• **Assignment**: Below are some records; output all of them exactly as they read.

-*-*-

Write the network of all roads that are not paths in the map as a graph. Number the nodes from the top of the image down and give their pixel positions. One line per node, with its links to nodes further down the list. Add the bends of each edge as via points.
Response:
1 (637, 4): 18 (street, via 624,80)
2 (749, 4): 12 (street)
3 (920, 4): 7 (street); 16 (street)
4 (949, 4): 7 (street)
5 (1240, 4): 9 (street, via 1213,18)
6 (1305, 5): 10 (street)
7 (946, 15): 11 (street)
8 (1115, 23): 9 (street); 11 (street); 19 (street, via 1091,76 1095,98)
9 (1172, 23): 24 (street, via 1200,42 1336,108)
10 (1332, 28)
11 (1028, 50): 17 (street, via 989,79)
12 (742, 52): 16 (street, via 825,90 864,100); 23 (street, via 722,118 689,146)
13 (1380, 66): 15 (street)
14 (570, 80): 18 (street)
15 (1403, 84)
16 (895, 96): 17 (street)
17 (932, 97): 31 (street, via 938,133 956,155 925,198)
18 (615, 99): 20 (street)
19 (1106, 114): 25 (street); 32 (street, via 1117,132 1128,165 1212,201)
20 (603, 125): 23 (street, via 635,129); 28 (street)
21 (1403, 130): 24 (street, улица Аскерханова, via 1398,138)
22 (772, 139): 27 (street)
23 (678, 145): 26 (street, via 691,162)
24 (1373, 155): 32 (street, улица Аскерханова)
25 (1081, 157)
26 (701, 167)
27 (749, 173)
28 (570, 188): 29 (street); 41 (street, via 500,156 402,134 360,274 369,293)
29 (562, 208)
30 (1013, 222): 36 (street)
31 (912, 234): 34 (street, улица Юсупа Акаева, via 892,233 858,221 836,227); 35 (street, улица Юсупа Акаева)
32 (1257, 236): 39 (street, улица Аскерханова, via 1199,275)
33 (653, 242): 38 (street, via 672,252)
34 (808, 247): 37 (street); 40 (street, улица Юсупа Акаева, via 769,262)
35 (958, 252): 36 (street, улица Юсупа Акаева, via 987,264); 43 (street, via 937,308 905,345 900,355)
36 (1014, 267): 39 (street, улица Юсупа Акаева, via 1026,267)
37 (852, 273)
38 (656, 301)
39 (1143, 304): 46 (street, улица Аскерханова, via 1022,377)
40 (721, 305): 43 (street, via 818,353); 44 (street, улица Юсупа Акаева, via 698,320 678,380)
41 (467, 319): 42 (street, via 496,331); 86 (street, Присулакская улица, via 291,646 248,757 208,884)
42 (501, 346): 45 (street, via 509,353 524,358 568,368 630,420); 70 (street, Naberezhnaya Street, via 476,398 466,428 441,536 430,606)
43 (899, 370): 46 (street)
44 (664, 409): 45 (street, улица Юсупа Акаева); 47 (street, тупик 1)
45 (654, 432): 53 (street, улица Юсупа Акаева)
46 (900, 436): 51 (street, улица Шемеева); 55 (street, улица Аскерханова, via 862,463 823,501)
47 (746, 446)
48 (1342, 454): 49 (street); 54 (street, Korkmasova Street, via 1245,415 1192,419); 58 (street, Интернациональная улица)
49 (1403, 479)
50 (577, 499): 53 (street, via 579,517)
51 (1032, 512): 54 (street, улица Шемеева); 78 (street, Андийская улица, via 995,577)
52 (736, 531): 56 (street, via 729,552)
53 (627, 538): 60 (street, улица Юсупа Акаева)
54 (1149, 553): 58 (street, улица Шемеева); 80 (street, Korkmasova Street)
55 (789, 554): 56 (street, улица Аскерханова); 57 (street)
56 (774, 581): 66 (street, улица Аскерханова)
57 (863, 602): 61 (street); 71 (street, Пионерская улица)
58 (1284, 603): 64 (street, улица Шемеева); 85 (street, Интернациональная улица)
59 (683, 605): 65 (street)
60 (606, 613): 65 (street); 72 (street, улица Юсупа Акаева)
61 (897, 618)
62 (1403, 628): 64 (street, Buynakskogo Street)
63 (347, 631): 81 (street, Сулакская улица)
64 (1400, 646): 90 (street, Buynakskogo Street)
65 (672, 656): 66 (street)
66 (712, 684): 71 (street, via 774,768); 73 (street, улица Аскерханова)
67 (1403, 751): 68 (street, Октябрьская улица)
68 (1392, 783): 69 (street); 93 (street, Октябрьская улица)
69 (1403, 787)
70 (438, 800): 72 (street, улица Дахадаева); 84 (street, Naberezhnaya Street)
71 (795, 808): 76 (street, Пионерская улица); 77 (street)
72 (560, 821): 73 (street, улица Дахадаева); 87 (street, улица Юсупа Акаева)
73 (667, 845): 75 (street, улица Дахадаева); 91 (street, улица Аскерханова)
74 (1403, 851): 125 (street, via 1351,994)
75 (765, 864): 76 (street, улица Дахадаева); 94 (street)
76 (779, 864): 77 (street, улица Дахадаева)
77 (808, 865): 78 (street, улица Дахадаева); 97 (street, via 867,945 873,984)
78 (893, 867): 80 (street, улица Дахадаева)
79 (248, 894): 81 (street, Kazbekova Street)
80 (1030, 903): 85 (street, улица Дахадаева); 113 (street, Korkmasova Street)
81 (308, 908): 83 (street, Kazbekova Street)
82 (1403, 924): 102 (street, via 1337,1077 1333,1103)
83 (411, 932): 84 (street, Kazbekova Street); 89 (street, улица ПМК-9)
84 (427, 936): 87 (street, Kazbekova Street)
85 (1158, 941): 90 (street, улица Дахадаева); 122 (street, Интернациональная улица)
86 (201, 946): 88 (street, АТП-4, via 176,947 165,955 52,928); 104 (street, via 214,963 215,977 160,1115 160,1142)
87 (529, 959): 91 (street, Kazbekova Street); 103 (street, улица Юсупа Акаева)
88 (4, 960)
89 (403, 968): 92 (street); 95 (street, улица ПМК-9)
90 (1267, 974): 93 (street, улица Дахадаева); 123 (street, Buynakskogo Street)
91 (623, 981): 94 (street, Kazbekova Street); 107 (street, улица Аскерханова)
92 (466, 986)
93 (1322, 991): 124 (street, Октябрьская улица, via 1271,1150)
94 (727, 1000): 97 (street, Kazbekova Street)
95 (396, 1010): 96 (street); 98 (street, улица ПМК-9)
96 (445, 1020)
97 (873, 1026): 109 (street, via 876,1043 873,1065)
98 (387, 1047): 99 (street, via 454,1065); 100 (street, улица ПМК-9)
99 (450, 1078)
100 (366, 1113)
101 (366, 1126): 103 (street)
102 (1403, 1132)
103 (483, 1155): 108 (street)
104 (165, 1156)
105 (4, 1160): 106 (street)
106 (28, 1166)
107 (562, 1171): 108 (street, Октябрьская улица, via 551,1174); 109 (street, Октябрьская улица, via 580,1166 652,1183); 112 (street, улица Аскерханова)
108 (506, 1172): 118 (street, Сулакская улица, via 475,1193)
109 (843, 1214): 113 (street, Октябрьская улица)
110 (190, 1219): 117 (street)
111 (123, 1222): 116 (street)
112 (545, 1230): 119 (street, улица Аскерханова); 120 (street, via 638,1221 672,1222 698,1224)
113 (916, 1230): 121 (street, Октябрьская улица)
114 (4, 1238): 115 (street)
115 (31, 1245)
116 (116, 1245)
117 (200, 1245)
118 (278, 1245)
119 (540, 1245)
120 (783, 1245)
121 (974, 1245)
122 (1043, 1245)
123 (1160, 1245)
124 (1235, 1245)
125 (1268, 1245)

-*-*-

• **The answer**:
Write the network of all roads that are not paths in the map as a graph. Number the nodes from the top of the image down and give their pixel positions. One line per node, with its links to nodes further down the list. Add the bends of each edge as via points.
Response:
1 (637, 4): 18 (street, via 624,80)
2 (749, 4): 12 (street)
3 (920, 4): 7 (street); 16 (street)
4 (949, 4): 7 (street)
5 (1240, 4): 9 (street, via 1213,18)
6 (1305, 5): 10 (street)
7 (946, 15): 11 (street)
8 (1115, 23): 9 (street); 11 (street); 19 (street, via 1091,76 1095,98)
9 (1172, 23): 24 (street, via 1200,42 1336,108)
10 (1332, 28)
11 (1028, 50): 17 (street, via 989,79)
12 (742, 52): 16 (street, via 825,90 864,100); 23 (street, via 722,118 689,146)
13 (1380, 66): 15 (street)
14 (570, 80): 18 (street)
15 (1403, 84)
16 (895, 96): 17 (street)
17 (932, 97): 31 (street, via 938,133 956,155 925,198)
18 (615, 99): 20 (street)
19 (1106, 114): 25 (street); 32 (street, via 1117,132 1128,165 1212,201)
20 (603, 125): 23 (street, via 635,129); 28 (street)
21 (1403, 130): 24 (street, улица Аскерханова, via 1398,138)
22 (772, 139): 27 (street)
23 (678, 145): 26 (street, via 691,162)
24 (1373, 155): 32 (street, улица Аскерханова)
25 (1081, 157)
26 (701, 167)
27 (749, 173)
28 (570, 188): 29 (street); 41 (street, via 500,156 402,134 360,274 369,293)
29 (562, 208)
30 (1013, 222): 36 (street)
31 (912, 234): 34 (street, улица Юсупа Акаева, via 892,233 858,221 836,227); 35 (street, улица Юсупа Акаева)
32 (1257, 236): 39 (street, улица Аскерханова, via 1199,275)
33 (653, 242): 38 (street, via 672,252)
34 (808, 247): 37 (street); 40 (street, улица Юсупа Акаева, via 769,262)
35 (958, 252): 36 (street, улица Юсупа Акаева, via 987,264); 43 (street, via 937,308 905,345 900,355)
36 (1014, 267): 39 (street, улица Юсупа Акаева, via 1026,267)
37 (852, 273)
38 (656, 301)
39 (1143, 304): 46 (street, улица Аскерханова, via 1022,377)
40 (721, 305): 43 (street, via 818,353); 44 (street, улица Юсупа Акаева, via 698,320 678,380)
41 (467, 319): 42 (street, via 496,331); 86 (street, Присулакская улица, via 291,646 248,757 208,884)
42 (501, 346): 45 (street, via 509,353 524,358 568,368 630,420); 70 (street, Naberezhnaya Street, via 476,398 466,428 441,536 430,606)
43 (899, 370): 46 (street)
44 (664, 409): 45 (street, улица Юсупа Акаева); 47 (street, тупик 1)
45 (654, 432): 53 (street, улица Юсупа Акаева)
46 (900, 436): 51 (street, улица Шемеева); 55 (street, улица Аскерханова, via 862,463 823,501)
47 (746, 446)
48 (1342, 454): 49 (street); 54 (street, Korkmasova Street, via 1245,415 1192,419); 58 (street, Интернациональная улица)
49 (1403, 479)
50 (577, 499): 53 (street, via 579,517)
51 (1032, 512): 54 (street, улица Шемеева); 78 (street, Андийская улица, via 995,577)
52 (736, 531): 56 (street, via 729,552)
53 (627, 538): 60 (street, улица Юсупа Акаева)
54 (1149, 553): 58 (street, улица Шемеева); 80 (street, Korkmasova Street)
55 (789, 554): 56 (street, улица Аскерханова); 57 (street)
56 (774, 581): 66 (street, улица Аскерханова)
57 (863, 602): 61 (street); 71 (street, Пионерская улица)
58 (1284, 603): 64 (street, улица Шемеева); 85 (street, Интернациональная улица)
59 (683, 605): 65 (street)
60 (606, 613): 65 (street); 72 (street, улица Юсупа Акаева)
61 (897, 618)
62 (1403, 628): 64 (street, Buynakskogo Street)
63 (347, 631): 81 (street, Сулакская улица)
64 (1400, 646): 90 (street, Buynakskogo Street)
65 (672, 656): 66 (street)
66 (712, 684): 71 (street, via 774,768); 73 (street, улица Аскерханова)
67 (1403, 751): 68 (street, Октябрьская улица)
68 (1392, 783): 69 (street); 93 (street, Октябрьская улица)
69 (1403, 787)
70 (438, 800): 72 (street, улица Дахадаева); 84 (street, Naberezhnaya Street)
71 (795, 808): 76 (street, Пионерская улица); 77 (street)
72 (560, 821): 73 (street, улица Дахадаева); 87 (street, улица Юсупа Акаева)
73 (667, 845): 75 (street, улица Дахадаева); 91 (street, улица Аскерханова)
74 (1403, 851): 125 (street, via 1351,994)
75 (765, 864): 76 (street, улица Дахадаева); 94 (street)
76 (779, 864): 77 (street, улица Дахадаева)
77 (808, 865): 78 (street, улица Дахадаева); 97 (street, via 867,945 873,984)
78 (893, 867): 80 (street, улица Дахадаева)
79 (248, 894): 81 (street, Kazbekova Street)
80 (1030, 903): 85 (street, улица Дахадаева); 113 (street, Korkmasova Street)
81 (308, 908): 83 (street, Kazbekova Street)
82 (1403, 924): 102 (street, via 1337,1077 1333,1103)
83 (411, 932): 84 (street, Kazbekova Street); 89 (street, улица ПМК-9)
84 (427, 936): 87 (street, Kazbekova Street)
85 (1158, 941): 90 (street, улица Дахадаева); 122 (street, Интернациональная улица)
86 (201, 946): 88 (street, АТП-4, via 176,947 165,955 52,928); 104 (street, via 214,963 215,977 160,1115 160,1142)
87 (529, 959): 91 (street, Kazbekova Street); 103 (street, улица Юсупа Акаева)
88 (4, 960)
89 (403, 968): 92 (street); 95 (street, улица ПМК-9)
90 (1267, 974): 93 (street, улица Дахадаева); 123 (street, Buynakskogo Street)
91 (623, 981): 94 (street, Kazbekova Street); 107 (street, улица Аскерханова)
92 (466, 986)
93 (1322, 991): 124 (street, Октябрьская улица, via 1271,1150)
94 (727, 1000): 97 (street, Kazbekova Street)
95 (396, 1010): 96 (street); 98 (street, улица ПМК-9)
96 (445, 1020)
97 (873, 1026): 109 (street, via 876,1043 873,1065)
98 (387, 1047): 99 (street, via 454,1065); 100 (street, улица ПМК-9)
99 (450, 1078)
100 (366, 1113)
101 (366, 1126): 103 (street)
102 (1403, 1132)
103 (483, 1155): 108 (street)
104 (165, 1156)
105 (4, 1160): 106 (street)
106 (28, 1166)
107 (562, 1171): 108 (street, Октябрьская улица, via 551,1174); 109 (street, Октябрьская улица, via 580,1166 652,1183); 112 (street, улица Аскерханова)
108 (506, 1172): 118 (street, Сулакская улица, via 475,1193)
109 (843, 1214): 113 (street, Октябрьская улица)
110 (190, 1219): 117 (street)
111 (123, 1222): 116 (street)
112 (545, 1230): 119 (street, улица Аскерханова); 120 (street, via 638,1221 672,1222 698,1224)
113 (916, 1230): 121 (street, Октябрьская улица)
114 (4, 1238): 115 (street)
115 (31, 1245)
116 (116, 1245)
117 (200, 1245)
118 (278, 1245)
119 (540, 1245)
120 (783, 1245)
121 (974, 1245)
122 (1043, 1245)
123 (1160, 1245)
124 (1235, 1245)
125 (1268, 1245)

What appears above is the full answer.